I am sorry for putting such a burden upon you, but I do not wish to see our people suffer needlessly.  I miss you desperately and hope you are thriving on Viverides.  We look forward to when we’re allowed to visit.  With all my heart, your loving mother.”  

All talk of the bombing ceased as those in the room absorbed the new information.  Zara re-read the letter silently, and Trisla wrung her hands, looking worried.  

“You could ask Lady Kessandra,” Rowan suggested.

Zara knew she could, but felt more than a little hesitation.  “I’d hate to presume upon our friendship so soon.  But, it might be the only way.”

“It might not,” Trisla signed suddenly.  “The Astors are from one of the top Panmedicalist planets.  Lady Astrid might actually be your best bet...  If you can get her to work with you, that is.”

Panmedica.  Zara had heard about it.  The Panmedicalist planets were all colonized by groups hailing from Polonia.  For centuries, perhaps millennia, their technology had all been focused on medical and genetic advancement to allow people to survive on worlds normally considered too hazardous for human life.  Polonia itself was legendary.  It was a planet outsiders couldn’t visit.  The sheer amount of medication required to simply survive in the planet’s atmosphere would kill anyone who hadn’t been bred through the Polonian genetic lines, and raised under their medical regimen to survive there.  Even going there in a pressurized suit was forbidden, due to the possibility of some terrifying disease hitching a ride off of the planet.  Those who left Polonia had to spend an entire year, alone, in a specialized decontamination space station pod before continuing out of its system.  

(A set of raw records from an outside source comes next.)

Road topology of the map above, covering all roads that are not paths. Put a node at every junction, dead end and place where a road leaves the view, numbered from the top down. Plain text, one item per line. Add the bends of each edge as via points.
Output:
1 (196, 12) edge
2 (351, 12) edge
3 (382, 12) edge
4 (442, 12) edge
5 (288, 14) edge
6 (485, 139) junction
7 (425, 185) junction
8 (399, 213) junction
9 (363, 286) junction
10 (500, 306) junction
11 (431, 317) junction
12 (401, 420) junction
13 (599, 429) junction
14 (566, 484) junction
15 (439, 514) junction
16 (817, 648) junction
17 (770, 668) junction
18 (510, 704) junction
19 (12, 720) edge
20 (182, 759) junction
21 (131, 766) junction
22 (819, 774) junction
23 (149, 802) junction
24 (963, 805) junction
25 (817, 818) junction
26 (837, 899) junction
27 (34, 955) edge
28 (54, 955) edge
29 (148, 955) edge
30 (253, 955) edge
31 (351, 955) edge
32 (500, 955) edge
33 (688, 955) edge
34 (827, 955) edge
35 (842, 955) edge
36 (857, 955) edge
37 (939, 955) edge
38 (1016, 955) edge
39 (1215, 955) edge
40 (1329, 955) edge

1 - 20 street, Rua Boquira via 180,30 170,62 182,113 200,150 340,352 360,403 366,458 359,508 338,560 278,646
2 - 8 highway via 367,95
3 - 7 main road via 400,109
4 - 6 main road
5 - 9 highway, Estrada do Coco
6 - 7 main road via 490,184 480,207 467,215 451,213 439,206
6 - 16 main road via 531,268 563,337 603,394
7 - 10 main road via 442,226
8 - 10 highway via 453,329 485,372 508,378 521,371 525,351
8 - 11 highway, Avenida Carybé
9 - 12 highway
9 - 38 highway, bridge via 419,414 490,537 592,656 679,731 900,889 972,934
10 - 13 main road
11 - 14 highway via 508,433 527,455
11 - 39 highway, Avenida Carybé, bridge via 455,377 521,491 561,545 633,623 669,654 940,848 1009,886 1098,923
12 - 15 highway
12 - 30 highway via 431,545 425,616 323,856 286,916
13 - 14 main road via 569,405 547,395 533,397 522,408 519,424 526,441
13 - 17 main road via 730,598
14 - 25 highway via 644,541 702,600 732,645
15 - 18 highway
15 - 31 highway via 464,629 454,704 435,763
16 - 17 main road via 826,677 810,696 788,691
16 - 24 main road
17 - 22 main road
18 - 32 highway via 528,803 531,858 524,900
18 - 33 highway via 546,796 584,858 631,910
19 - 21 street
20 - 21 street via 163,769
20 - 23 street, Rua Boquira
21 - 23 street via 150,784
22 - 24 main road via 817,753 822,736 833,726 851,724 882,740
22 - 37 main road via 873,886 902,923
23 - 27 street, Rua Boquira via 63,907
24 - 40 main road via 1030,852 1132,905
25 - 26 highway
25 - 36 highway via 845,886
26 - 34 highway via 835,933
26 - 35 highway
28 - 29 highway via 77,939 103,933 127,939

“I can’t imagine it would be possible to get Lady Astrid to do us any favors,” Rowan grumbled.  

“Maybe.  Maybe not.”  A plan was beginning to form in Zara’s mind.  There might be at least one way to get Lady Astrid to help her out.  

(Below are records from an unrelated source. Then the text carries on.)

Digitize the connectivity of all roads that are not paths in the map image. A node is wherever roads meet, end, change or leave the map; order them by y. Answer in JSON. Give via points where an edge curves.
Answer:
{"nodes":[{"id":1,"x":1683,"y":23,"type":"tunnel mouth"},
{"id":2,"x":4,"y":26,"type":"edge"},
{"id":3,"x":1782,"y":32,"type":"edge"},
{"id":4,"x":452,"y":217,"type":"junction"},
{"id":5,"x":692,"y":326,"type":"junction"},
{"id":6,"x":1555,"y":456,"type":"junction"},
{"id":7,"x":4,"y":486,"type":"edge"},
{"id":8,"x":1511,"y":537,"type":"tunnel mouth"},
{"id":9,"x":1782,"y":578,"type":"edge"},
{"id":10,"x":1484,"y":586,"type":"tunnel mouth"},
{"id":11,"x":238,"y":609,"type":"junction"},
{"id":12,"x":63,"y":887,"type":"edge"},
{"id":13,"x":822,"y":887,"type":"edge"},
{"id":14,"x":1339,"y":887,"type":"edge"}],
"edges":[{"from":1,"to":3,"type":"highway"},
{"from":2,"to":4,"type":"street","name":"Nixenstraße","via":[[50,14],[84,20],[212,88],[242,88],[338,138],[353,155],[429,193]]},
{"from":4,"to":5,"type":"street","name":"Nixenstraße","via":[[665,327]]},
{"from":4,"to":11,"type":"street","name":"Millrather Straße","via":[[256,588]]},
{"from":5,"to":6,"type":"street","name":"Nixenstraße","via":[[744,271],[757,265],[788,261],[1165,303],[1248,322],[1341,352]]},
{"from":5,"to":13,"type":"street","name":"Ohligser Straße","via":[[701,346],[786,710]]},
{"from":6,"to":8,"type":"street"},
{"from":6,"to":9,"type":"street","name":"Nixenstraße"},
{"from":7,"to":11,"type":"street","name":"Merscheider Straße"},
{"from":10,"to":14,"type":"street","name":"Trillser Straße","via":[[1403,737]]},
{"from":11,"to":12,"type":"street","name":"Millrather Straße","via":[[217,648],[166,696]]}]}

At that moment, another knock came from the door.  Since they’d already had the mail come that afternoon, the additional visitor struck them all as a surprise.  “Probably an invite for tea from Lady Kessandra,” Rowan said, hopping up again to head to the door.  

Zara nodded, thinking nothing of it.  Instead, she began to read the letter from her father.  A soft-spoken man, her father had written largely about some of the projects being done in the capital city to repair following the war.  She noted that he’d left out anything about Coral Lung, likely so as to not worry her about it.  

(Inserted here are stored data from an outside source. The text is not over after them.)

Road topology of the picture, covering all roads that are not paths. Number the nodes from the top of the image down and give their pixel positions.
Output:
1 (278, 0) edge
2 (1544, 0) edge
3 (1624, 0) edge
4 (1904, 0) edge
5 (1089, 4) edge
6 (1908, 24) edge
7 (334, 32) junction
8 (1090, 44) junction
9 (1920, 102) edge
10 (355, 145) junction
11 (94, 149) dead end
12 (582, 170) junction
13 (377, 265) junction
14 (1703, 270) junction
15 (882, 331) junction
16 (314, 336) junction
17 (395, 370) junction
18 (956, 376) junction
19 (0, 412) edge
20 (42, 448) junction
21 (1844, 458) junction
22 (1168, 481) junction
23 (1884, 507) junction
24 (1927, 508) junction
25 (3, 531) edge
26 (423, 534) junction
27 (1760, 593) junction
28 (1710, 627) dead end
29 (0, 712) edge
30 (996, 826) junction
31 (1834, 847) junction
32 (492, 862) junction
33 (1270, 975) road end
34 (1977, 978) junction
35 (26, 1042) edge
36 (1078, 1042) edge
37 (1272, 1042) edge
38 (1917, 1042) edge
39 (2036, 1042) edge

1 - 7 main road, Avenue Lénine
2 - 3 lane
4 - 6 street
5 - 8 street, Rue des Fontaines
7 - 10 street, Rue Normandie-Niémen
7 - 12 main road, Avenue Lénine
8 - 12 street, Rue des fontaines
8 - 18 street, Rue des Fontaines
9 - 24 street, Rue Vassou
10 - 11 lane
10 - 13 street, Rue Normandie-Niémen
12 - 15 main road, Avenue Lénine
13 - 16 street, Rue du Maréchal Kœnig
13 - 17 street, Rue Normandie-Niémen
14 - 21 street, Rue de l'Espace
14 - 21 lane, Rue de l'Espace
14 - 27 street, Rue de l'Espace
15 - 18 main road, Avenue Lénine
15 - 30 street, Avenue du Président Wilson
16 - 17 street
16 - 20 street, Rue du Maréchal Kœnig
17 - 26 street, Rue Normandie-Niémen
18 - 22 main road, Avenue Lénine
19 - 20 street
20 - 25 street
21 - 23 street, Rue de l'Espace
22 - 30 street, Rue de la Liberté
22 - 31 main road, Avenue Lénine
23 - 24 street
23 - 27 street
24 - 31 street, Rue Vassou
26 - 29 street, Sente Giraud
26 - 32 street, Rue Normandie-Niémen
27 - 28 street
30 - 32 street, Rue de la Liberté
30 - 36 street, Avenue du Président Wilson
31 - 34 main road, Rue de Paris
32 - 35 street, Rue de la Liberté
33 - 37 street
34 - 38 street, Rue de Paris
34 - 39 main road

“Lady Zarathenia,” Rowan said, returning to the front room with a visitor following them, “There’s someone here to see you.” 

Zara looked up and almost fell out of her chair.

The man standing beside Rowan held a tattered old cowboy hat in his hands.  Without it on, the fiery orange of his hair couldn’t be contained, and the strange feather-shaped burn mark on his cheek was easily recognizable.

“Howdy, Lady Zara.  My name is Tython.”